[TASK INPUT — start]
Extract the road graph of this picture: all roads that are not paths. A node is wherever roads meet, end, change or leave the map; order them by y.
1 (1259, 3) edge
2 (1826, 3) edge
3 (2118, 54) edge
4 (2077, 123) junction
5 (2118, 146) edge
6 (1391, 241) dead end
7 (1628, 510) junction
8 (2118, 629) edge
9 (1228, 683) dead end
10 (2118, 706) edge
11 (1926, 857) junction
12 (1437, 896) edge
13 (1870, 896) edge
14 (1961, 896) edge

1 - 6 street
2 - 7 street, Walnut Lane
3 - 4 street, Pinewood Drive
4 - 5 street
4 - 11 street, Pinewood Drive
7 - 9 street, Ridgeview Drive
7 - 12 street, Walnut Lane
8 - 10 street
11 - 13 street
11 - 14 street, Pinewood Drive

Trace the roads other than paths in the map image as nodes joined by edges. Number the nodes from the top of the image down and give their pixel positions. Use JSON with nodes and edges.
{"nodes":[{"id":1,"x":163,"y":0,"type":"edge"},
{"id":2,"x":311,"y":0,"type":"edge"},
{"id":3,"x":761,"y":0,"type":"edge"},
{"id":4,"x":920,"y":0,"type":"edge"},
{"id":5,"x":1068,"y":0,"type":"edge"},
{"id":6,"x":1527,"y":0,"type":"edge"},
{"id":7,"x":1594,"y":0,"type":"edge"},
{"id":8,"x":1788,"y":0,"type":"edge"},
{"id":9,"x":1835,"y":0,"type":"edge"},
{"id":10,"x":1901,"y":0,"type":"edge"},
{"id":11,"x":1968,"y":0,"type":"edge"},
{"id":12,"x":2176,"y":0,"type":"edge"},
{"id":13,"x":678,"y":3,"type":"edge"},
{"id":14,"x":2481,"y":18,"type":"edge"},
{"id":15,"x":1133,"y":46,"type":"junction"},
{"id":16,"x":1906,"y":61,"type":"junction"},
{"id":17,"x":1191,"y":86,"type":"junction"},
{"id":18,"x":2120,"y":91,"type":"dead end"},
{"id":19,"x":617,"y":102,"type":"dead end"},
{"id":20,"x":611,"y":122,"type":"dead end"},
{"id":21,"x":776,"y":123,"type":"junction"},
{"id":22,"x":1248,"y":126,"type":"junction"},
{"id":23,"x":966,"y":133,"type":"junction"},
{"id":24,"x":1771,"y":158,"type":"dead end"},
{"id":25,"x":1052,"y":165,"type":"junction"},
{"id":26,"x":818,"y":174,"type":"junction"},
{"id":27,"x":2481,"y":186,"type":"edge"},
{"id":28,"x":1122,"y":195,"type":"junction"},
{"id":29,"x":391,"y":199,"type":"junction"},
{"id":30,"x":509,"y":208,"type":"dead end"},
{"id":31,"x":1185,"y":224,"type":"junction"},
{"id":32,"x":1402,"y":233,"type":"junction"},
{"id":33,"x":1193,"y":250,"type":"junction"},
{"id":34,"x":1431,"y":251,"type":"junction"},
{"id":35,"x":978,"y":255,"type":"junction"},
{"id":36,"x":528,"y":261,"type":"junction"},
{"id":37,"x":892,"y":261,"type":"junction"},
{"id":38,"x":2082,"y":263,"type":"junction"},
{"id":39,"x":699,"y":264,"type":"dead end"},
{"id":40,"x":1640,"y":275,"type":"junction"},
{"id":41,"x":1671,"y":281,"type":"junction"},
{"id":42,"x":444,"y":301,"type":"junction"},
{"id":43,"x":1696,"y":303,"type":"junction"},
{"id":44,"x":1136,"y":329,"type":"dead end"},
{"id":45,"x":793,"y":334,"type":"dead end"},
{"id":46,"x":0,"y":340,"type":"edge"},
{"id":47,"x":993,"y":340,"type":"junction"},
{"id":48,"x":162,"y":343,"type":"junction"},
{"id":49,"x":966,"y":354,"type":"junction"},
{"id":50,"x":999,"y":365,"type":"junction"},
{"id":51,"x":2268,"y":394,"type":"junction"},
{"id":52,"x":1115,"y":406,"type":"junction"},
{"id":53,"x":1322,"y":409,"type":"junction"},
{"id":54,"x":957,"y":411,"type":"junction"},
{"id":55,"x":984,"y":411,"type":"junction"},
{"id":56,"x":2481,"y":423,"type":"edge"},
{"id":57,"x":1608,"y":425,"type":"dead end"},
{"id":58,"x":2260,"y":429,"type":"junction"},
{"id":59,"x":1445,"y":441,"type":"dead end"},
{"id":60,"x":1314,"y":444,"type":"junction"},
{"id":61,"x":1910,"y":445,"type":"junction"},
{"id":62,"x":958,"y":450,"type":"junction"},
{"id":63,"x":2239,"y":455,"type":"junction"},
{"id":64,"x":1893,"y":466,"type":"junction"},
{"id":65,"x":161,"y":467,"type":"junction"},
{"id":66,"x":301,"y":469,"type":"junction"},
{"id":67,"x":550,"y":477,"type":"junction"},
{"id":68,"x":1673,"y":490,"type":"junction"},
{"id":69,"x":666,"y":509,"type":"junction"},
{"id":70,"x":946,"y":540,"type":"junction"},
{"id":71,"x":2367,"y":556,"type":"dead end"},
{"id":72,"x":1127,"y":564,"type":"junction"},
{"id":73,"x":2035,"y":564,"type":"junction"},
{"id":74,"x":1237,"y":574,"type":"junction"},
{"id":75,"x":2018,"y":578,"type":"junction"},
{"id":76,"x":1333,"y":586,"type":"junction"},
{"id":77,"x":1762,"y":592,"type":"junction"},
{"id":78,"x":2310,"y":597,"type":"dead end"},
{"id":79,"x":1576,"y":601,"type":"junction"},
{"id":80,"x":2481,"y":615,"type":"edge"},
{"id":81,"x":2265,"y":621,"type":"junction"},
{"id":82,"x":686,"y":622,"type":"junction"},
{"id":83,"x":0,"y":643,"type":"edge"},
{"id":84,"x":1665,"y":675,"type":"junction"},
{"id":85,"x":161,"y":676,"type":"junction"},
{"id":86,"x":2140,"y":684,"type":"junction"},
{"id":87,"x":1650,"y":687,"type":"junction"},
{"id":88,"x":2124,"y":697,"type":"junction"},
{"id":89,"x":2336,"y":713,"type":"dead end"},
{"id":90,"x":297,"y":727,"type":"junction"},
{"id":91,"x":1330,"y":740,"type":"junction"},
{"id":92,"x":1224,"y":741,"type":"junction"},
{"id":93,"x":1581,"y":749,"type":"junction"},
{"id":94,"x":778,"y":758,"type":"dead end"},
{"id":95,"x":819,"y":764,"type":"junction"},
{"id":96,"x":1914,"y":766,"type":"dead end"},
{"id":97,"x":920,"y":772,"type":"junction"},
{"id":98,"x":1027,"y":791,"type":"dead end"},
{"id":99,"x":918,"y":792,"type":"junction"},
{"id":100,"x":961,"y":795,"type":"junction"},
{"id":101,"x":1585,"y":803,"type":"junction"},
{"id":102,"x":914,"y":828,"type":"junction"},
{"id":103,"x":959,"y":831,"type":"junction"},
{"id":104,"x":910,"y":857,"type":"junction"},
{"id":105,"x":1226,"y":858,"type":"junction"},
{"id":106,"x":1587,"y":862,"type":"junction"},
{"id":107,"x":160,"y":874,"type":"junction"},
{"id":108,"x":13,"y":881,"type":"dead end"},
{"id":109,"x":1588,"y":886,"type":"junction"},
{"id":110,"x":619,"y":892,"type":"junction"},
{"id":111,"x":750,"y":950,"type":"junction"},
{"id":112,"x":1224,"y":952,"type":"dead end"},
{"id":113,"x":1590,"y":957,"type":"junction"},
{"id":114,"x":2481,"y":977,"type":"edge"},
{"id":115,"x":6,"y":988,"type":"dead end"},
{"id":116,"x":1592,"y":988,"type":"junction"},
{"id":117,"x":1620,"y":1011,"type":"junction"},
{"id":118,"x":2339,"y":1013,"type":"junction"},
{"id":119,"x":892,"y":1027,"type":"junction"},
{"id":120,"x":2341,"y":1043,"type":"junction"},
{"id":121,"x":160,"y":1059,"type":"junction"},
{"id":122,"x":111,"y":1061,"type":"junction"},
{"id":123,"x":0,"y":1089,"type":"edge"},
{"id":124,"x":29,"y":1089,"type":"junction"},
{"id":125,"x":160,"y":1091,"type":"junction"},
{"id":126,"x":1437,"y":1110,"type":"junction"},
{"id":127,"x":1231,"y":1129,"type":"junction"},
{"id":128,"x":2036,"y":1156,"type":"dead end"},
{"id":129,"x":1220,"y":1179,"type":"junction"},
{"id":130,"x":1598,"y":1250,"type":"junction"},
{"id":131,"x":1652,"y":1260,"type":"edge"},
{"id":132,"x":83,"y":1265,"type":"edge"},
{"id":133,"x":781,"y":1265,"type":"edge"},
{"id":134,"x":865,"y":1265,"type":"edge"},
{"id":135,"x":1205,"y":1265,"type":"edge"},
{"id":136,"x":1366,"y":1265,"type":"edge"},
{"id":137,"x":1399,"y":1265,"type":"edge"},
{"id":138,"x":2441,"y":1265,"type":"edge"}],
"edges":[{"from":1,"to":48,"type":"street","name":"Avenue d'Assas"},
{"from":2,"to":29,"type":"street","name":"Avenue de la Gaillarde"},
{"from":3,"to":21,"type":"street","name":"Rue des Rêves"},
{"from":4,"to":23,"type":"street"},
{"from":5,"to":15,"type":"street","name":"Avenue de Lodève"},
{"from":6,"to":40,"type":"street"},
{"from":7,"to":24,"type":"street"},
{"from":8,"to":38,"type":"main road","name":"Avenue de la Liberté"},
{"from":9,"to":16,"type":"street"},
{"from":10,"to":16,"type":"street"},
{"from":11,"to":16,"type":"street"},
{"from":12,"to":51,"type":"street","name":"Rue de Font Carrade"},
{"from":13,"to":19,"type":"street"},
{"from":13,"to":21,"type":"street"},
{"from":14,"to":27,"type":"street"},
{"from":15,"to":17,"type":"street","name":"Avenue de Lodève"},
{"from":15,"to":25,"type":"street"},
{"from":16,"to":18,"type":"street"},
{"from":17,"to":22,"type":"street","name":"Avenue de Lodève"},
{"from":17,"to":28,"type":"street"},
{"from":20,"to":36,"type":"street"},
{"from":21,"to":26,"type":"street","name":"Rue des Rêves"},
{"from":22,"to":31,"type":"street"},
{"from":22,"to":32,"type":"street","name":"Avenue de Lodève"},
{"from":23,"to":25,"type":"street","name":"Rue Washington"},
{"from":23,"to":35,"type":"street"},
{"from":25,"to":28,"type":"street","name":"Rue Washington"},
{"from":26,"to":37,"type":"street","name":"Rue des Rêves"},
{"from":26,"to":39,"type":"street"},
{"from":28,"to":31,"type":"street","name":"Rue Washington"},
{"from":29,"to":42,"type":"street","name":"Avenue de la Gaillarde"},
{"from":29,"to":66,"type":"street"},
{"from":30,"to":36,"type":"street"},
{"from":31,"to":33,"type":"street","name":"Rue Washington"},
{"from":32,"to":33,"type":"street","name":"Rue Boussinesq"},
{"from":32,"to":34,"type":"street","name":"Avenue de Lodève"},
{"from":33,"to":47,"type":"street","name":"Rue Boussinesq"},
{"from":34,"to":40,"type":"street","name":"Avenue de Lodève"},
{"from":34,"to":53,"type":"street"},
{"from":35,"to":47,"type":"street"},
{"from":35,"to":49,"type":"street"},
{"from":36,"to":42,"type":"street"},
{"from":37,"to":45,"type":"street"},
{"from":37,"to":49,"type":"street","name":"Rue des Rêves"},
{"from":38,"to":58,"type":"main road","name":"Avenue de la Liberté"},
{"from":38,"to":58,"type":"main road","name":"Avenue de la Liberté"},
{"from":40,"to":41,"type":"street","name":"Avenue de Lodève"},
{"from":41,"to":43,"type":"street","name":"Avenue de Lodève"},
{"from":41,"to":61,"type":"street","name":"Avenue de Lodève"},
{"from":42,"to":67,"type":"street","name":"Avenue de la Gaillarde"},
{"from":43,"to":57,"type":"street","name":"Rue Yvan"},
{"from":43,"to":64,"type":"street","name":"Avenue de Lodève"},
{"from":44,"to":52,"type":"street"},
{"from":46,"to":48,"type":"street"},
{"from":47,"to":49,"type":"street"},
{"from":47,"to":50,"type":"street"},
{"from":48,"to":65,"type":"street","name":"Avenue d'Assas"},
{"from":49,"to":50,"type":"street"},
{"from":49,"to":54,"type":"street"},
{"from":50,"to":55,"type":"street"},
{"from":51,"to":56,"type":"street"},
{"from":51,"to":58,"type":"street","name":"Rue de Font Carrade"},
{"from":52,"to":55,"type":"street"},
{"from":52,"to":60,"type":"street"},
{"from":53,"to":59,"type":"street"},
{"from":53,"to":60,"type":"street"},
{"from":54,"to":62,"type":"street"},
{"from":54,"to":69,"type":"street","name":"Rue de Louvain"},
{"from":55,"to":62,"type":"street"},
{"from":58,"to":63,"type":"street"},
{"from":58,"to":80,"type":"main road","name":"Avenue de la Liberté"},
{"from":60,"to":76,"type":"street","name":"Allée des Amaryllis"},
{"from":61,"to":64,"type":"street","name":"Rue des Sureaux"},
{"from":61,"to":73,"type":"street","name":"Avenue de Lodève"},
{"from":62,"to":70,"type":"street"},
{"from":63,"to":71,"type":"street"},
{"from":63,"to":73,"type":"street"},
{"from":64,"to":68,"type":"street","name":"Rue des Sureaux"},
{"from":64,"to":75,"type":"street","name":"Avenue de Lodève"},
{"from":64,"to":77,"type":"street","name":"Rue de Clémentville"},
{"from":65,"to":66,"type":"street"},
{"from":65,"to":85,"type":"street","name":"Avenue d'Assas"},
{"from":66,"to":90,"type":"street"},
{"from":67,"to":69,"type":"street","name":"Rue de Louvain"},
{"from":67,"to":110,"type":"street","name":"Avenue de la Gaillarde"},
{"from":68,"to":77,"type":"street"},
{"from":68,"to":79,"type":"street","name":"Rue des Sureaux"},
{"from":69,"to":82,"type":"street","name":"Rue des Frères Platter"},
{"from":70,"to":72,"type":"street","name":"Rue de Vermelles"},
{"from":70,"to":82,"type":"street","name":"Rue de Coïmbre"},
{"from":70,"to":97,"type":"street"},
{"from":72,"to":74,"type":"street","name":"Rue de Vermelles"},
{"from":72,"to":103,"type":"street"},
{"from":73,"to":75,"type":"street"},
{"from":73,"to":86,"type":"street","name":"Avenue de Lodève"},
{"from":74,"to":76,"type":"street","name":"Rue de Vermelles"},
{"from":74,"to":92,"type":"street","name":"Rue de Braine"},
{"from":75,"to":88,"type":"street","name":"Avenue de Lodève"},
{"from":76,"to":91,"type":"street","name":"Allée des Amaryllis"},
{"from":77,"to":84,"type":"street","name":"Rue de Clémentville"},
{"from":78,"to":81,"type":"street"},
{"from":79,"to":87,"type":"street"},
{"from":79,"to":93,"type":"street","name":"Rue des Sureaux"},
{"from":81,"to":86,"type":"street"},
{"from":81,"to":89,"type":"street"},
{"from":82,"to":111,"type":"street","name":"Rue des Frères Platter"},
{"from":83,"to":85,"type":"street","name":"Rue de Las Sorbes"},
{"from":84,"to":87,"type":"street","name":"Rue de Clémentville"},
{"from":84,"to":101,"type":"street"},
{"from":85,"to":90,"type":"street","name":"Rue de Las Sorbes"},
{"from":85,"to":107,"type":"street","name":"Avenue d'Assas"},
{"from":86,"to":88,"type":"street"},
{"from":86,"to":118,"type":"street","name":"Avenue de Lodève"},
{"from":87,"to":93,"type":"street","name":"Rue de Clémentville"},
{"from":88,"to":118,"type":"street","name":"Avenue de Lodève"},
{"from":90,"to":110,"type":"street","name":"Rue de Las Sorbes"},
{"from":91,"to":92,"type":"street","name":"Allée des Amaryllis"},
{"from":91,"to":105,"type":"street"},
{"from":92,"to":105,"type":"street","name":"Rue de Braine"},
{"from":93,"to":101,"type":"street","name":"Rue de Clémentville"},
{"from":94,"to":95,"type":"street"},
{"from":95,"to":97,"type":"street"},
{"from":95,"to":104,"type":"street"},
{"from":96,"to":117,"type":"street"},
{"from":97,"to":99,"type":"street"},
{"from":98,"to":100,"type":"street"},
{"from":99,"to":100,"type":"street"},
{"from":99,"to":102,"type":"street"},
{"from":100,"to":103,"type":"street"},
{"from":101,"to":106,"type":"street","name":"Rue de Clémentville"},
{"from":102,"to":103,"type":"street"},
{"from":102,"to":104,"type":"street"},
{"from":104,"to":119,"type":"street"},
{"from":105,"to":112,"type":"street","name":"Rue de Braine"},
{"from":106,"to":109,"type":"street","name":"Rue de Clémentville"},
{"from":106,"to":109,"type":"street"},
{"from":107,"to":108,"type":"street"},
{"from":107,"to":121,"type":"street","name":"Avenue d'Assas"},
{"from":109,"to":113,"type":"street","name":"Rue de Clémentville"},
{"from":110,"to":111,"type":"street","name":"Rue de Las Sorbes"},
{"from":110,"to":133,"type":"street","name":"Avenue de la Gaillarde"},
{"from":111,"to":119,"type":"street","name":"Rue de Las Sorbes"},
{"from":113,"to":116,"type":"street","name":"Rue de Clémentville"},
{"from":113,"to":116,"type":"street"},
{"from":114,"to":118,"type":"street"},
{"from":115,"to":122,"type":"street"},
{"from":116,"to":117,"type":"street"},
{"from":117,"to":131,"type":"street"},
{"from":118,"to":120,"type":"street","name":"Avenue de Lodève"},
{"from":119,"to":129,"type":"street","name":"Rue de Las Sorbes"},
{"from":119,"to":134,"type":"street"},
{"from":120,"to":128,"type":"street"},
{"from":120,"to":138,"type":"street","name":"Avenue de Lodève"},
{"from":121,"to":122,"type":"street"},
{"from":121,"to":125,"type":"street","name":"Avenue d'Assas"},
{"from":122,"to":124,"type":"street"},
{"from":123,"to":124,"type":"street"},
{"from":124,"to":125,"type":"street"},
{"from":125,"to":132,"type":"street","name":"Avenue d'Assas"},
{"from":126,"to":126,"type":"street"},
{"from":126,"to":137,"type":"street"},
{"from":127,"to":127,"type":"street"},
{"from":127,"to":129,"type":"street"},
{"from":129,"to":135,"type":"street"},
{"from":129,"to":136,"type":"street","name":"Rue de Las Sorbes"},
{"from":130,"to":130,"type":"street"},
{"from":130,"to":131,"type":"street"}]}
[TASK INPUT — finish]
= ASSIGNED TASK =
Look for the string "Drive" in the entries above. Copy every line that has it.

= YOUR SOLUTION =
3 - 4 street, Pinewood Drive
4 - 11 street, Pinewood Drive
7 - 9 street, Ridgeview Drive
11 - 14 street, Pinewood Drive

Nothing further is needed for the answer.